I still think “Rave Mom” is one of the best things I’ve ever done. Maybe I’ll expand the whole thing and present it as a book one day. I’m thinking a book is really the way to go now. Or just toss all the text up on the Internet and then retire to Joshua Tree.

 WCM: At this point now we might want to address your work as you see it in terms of danger, fun, rules, and power. If we are talking about the perfect sacred place for performing where the context for the subject matter works, the players who are involved and those present along with the performer are able to ‘connect the dots’—your caché is, of course, the performance energy that you give—and there might be some sexual and/or historical references, but it is all done in fun and with laughter, because then the audience has to decide if it is parody but also if there is a seriousness to it or a reverence they wish to accept in it as well.

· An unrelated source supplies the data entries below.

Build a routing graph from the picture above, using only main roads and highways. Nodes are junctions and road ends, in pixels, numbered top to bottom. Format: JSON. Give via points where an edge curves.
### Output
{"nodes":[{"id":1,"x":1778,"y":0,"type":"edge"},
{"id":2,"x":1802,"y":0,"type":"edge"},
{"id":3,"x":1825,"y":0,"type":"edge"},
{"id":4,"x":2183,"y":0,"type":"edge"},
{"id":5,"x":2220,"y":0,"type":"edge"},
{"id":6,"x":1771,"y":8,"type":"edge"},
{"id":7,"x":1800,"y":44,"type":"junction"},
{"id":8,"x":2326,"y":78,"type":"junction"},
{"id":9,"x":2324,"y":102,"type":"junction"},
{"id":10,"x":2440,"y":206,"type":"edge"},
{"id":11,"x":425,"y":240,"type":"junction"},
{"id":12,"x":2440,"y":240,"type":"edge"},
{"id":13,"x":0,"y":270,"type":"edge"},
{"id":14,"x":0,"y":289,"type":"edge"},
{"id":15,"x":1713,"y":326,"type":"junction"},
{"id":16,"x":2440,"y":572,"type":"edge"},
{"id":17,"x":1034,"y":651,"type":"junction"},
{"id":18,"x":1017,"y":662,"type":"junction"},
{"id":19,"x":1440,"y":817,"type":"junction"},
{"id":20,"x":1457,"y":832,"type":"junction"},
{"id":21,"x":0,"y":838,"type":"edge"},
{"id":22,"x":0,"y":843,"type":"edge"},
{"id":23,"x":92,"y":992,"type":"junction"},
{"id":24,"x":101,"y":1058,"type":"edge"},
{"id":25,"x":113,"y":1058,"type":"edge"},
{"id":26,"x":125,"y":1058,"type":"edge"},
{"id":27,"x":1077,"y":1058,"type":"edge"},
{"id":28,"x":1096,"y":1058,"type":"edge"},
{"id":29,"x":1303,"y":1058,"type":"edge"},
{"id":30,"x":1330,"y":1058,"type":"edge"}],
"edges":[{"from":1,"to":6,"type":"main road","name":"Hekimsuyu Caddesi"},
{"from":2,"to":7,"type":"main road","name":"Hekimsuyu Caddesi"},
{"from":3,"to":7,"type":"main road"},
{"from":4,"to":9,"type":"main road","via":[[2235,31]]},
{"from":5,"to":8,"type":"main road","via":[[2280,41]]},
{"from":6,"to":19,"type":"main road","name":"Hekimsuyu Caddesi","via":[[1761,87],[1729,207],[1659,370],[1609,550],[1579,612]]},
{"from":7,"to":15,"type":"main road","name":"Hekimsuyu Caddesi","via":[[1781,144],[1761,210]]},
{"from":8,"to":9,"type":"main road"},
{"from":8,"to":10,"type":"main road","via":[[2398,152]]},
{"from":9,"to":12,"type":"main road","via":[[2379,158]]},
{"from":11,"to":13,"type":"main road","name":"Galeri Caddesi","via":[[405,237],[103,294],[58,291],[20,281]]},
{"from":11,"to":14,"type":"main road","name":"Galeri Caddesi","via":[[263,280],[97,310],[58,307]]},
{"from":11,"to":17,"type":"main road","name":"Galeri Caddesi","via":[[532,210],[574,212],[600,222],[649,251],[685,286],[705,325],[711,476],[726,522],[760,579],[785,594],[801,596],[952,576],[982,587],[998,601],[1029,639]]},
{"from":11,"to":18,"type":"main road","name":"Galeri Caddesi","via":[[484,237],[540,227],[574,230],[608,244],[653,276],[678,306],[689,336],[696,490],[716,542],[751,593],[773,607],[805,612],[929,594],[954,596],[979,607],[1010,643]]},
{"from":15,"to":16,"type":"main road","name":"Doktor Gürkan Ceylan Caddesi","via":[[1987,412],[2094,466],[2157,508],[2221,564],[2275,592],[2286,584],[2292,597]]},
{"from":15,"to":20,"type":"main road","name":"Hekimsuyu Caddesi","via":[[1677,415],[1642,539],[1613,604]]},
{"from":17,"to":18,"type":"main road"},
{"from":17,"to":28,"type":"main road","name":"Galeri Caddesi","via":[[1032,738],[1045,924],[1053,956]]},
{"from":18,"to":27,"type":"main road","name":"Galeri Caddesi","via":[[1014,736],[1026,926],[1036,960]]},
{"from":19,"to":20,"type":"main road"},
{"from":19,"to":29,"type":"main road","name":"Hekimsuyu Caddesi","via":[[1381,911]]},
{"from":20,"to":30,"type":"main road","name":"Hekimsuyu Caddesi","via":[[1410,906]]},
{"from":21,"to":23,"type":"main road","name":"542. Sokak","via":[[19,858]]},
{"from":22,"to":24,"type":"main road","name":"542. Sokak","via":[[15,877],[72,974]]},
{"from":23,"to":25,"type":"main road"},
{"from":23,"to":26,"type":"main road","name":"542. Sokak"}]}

 AM: I think we are all seeking a communal experience. That’s the reason we go out, whether it’s to see bands or to go to art openings or shows. I know that I am seeking a communal experience that is about celebrating life and life’s energy and that energy has many forms. My favored form is laughter—which can be quite an orgiastic experience. I don’t mean sexual, I mean that melding of souls where everyone is having so much fun they are laughing themselves sick. Laughing is like having sex without the physical consequences. I personally have always been attracted to those who can make me laugh: Soupy Sales and the Smothers Brothers, for instance. Not to sound pretentious or naïve, but I believe we are all here for a common goal and that is to come together and alleviate our suffering. And hopefully do that through the shared expression of Fun! And these shows, call it art or entertainment or ritual, are really just an excuse for that. It is just an excuse for us to share the “play and display.” In the end, it really is all about having the opportunity to play and display. Together.

 WCM: And on that note, I would like to thank you, Ann. Thank you for playing along.

Notes

1.  Born in 1946, Jobriath was an American glam rock musician and actor. He was the first openly gay rock musician to be signed to a major record label. In 1983, Jobriath became one of the first internationally famous musicians to die of AIDS.